▼

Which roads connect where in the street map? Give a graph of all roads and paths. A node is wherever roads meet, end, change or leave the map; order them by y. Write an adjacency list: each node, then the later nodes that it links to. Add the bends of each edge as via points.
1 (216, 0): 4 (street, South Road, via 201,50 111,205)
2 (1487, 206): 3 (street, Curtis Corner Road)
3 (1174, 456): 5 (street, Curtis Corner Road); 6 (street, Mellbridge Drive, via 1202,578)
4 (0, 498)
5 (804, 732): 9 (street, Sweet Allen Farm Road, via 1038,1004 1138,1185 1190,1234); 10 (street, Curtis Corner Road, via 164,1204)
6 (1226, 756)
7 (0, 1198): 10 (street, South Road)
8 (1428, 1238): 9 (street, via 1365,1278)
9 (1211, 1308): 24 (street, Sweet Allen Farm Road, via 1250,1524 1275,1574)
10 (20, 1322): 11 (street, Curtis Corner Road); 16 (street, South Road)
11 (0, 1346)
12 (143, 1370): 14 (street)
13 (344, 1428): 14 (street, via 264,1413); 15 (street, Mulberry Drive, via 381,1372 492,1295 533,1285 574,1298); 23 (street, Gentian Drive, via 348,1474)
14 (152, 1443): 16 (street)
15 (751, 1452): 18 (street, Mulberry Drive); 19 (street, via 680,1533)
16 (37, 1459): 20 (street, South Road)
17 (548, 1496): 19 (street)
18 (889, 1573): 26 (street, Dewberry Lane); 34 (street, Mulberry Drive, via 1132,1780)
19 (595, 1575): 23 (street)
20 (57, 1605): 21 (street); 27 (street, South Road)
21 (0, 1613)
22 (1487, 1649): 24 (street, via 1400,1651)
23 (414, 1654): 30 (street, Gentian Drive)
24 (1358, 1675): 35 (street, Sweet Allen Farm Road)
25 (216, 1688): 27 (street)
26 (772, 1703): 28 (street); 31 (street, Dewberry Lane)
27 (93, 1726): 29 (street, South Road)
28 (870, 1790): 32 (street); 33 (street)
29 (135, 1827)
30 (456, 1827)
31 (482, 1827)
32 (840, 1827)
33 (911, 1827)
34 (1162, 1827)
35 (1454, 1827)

▲
▼

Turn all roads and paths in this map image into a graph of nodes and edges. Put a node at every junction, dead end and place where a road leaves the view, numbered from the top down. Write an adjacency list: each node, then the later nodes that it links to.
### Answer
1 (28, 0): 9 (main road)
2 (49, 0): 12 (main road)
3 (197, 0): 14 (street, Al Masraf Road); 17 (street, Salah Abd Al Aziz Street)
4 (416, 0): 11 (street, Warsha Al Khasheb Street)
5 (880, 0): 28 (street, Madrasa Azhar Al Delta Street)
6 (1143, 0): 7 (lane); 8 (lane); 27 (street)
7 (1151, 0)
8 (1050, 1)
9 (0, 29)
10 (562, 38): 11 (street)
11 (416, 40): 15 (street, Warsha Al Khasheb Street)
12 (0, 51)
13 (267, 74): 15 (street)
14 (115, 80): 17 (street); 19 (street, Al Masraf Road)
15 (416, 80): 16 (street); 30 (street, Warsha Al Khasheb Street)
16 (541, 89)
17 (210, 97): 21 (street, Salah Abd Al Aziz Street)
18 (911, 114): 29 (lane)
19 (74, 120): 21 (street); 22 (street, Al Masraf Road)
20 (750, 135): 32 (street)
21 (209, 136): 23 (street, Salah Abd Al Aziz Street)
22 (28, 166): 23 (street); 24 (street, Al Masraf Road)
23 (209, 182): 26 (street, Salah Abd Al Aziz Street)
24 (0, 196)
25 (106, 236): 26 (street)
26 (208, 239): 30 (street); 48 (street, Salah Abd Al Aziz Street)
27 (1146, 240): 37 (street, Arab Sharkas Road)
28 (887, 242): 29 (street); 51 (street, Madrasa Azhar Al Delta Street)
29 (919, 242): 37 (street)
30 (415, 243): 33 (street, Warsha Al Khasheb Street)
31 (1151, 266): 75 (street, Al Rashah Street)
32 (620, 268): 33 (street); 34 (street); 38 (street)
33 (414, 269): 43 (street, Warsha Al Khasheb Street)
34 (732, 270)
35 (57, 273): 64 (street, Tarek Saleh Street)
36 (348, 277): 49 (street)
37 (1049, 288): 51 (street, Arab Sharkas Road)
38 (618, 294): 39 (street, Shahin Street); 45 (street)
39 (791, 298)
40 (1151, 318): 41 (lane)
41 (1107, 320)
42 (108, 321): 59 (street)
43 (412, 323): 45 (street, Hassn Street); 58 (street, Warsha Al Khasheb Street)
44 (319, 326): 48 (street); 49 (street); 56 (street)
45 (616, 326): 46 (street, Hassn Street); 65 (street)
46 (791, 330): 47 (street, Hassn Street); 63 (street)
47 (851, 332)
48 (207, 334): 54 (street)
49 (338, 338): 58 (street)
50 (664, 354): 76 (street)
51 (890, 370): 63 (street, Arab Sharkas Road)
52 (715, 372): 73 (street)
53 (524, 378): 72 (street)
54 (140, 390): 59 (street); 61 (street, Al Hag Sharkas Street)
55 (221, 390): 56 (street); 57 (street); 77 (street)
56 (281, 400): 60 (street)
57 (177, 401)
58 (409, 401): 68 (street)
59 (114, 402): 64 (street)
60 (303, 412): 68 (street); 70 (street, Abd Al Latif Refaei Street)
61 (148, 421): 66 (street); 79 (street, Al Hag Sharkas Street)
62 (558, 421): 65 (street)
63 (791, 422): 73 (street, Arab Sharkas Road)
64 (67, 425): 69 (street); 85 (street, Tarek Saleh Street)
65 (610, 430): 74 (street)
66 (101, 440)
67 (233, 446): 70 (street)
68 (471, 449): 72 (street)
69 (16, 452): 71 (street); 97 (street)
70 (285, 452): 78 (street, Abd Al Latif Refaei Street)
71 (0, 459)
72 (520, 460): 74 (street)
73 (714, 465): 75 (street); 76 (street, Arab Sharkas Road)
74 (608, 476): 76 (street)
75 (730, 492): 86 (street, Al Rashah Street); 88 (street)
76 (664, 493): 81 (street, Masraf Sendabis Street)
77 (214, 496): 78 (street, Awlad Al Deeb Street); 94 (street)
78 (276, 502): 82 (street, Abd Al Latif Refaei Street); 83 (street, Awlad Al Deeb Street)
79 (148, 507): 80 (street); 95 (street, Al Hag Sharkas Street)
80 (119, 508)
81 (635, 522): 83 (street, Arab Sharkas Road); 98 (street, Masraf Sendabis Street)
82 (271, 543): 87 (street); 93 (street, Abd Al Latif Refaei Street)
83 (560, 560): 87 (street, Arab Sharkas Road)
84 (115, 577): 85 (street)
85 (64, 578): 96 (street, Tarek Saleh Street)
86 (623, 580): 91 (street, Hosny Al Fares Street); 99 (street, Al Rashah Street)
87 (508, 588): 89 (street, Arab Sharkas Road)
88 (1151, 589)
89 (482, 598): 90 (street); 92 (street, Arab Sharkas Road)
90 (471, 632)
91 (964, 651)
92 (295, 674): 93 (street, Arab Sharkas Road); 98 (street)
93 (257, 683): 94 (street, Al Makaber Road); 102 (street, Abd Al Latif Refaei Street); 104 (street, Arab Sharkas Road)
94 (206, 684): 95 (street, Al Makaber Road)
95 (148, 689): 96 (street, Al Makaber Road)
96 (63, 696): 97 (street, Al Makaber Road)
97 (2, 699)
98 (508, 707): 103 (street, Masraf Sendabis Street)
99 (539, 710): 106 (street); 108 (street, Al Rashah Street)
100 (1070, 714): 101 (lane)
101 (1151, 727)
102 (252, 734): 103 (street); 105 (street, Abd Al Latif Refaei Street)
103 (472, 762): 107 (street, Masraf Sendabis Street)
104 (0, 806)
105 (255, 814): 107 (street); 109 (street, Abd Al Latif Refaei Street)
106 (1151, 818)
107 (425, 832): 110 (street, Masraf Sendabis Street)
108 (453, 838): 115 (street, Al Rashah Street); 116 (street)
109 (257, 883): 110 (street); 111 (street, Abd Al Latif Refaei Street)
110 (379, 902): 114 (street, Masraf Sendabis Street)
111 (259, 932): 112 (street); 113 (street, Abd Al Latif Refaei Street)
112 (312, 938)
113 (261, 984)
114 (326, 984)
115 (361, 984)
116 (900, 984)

▲

• [Required work]: Scan the records for the string "Aziz". Copy each line in which it appears.

• [Exercise output]:
3 (197, 0): 14 (street, Al Masraf Road); 17 (street, Salah Abd Al Aziz Street)
17 (210, 97): 21 (street, Salah Abd Al Aziz Street)
21 (209, 136): 23 (street, Salah Abd Al Aziz Street)
23 (209, 182): 26 (street, Salah Abd Al Aziz Street)
26 (208, 239): 30 (street); 48 (street, Salah Abd Al Aziz Street)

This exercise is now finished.